Items listed in a dataset
============================================================

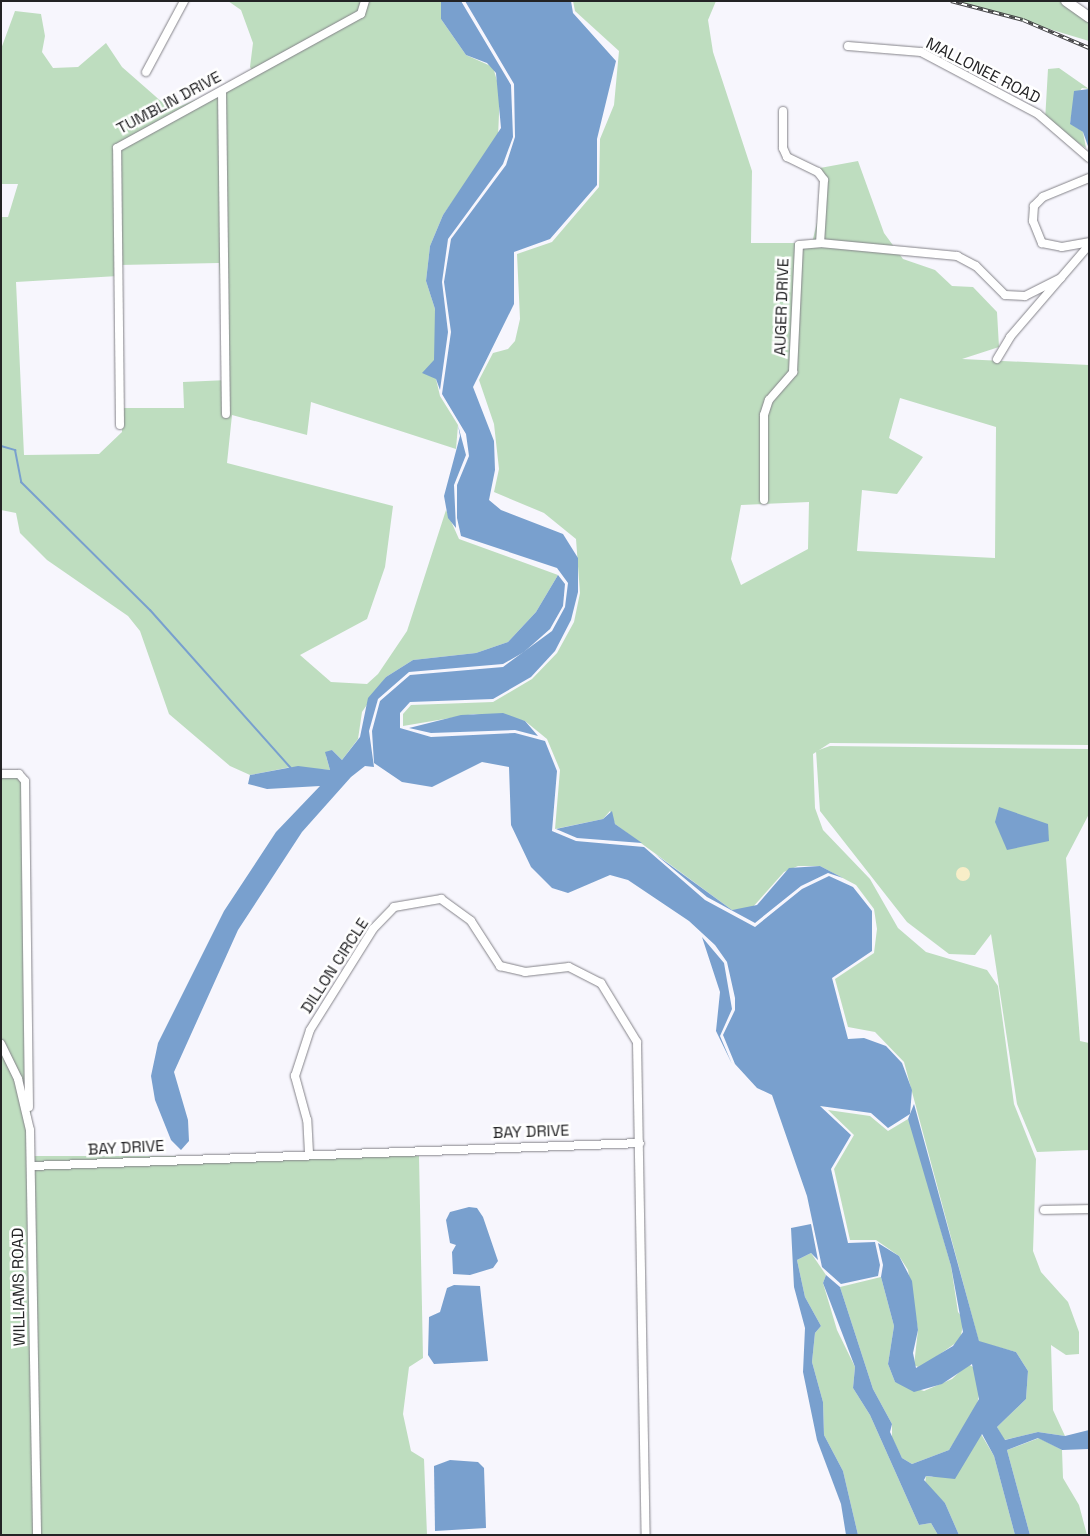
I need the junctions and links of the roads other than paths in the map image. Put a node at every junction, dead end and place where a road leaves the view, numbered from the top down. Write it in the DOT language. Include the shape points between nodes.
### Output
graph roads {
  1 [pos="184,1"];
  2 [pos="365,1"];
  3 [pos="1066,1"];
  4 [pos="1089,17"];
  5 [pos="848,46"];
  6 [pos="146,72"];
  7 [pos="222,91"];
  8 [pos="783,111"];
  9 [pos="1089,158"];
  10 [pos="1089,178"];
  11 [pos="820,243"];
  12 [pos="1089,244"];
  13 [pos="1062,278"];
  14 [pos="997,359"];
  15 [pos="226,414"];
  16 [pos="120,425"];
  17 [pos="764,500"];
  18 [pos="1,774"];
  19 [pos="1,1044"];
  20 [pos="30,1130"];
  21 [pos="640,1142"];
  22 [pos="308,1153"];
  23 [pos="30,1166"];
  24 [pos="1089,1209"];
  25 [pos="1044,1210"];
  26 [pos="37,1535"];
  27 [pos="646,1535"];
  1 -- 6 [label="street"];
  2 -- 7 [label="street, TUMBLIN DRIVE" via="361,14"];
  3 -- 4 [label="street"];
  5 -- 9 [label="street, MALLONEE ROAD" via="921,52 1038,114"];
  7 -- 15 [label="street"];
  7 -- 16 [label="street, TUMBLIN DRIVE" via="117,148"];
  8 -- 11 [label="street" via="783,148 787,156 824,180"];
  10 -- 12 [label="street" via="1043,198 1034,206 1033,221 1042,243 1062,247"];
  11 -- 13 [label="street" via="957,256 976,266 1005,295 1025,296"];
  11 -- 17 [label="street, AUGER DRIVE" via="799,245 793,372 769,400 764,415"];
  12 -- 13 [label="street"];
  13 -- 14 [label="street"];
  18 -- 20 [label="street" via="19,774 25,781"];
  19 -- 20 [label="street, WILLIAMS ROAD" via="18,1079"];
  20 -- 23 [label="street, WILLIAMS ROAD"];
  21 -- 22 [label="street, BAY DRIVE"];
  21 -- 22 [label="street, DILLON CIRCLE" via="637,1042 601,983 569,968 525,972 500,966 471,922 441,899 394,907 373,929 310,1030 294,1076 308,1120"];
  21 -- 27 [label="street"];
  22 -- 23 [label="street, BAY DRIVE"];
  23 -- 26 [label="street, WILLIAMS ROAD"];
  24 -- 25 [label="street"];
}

============================================================

◆ Exercise details
Transcribe all the lines above exactly, apart from the pictures.

◆ Response box
I need the junctions and links of the roads other than paths in the map image. Put a node at every junction, dead end and place where a road leaves the view, numbered from the top down. Write it in the DOT language. Include the shape points between nodes.
### Output
graph roads {
  1 [pos="184,1"];
  2 [pos="365,1"];
  3 [pos="1066,1"];
  4 [pos="1089,17"];
  5 [pos="848,46"];
  6 [pos="146,72"];
  7 [pos="222,91"];
  8 [pos="783,111"];
  9 [pos="1089,158"];
  10 [pos="1089,178"];
  11 [pos="820,243"];
  12 [pos="1089,244"];
  13 [pos="1062,278"];
  14 [pos="997,359"];
  15 [pos="226,414"];
  16 [pos="120,425"];
  17 [pos="764,500"];
  18 [pos="1,774"];
  19 [pos="1,1044"];
  20 [pos="30,1130"];
  21 [pos="640,1142"];
  22 [pos="308,1153"];
  23 [pos="30,1166"];
  24 [pos="1089,1209"];
  25 [pos="1044,1210"];
  26 [pos="37,1535"];
  27 [pos="646,1535"];
  1 -- 6 [label="street"];
  2 -- 7 [label="street, TUMBLIN DRIVE" via="361,14"];
  3 -- 4 [label="street"];
  5 -- 9 [label="street, MALLONEE ROAD" via="921,52 1038,114"];
  7 -- 15 [label="street"];
  7 -- 16 [label="street, TUMBLIN DRIVE" via="117,148"];
  8 -- 11 [label="street" via="783,148 787,156 824,180"];
  10 -- 12 [label="street" via="1043,198 1034,206 1033,221 1042,243 1062,247"];
  11 -- 13 [label="street" via="957,256 976,266 1005,295 1025,296"];
  11 -- 17 [label="street, AUGER DRIVE" via="799,245 793,372 769,400 764,415"];
  12 -- 13 [label="street"];
  13 -- 14 [label="street"];
  18 -- 20 [label="street" via="19,774 25,781"];
  19 -- 20 [label="street, WILLIAMS ROAD" via="18,1079"];
  20 -- 23 [label="street, WILLIAMS ROAD"];
  21 -- 22 [label="street, BAY DRIVE"];
  21 -- 22 [label="street, DILLON CIRCLE" via="637,1042 601,983 569,968 525,972 500,966 471,922 441,899 394,907 373,929 310,1030 294,1076 308,1120"];
  21 -- 27 [label="street"];
  22 -- 23 [label="street, BAY DRIVE"];
  23 -- 26 [label="street, WILLIAMS ROAD"];
  24 -- 25 [label="street"];
}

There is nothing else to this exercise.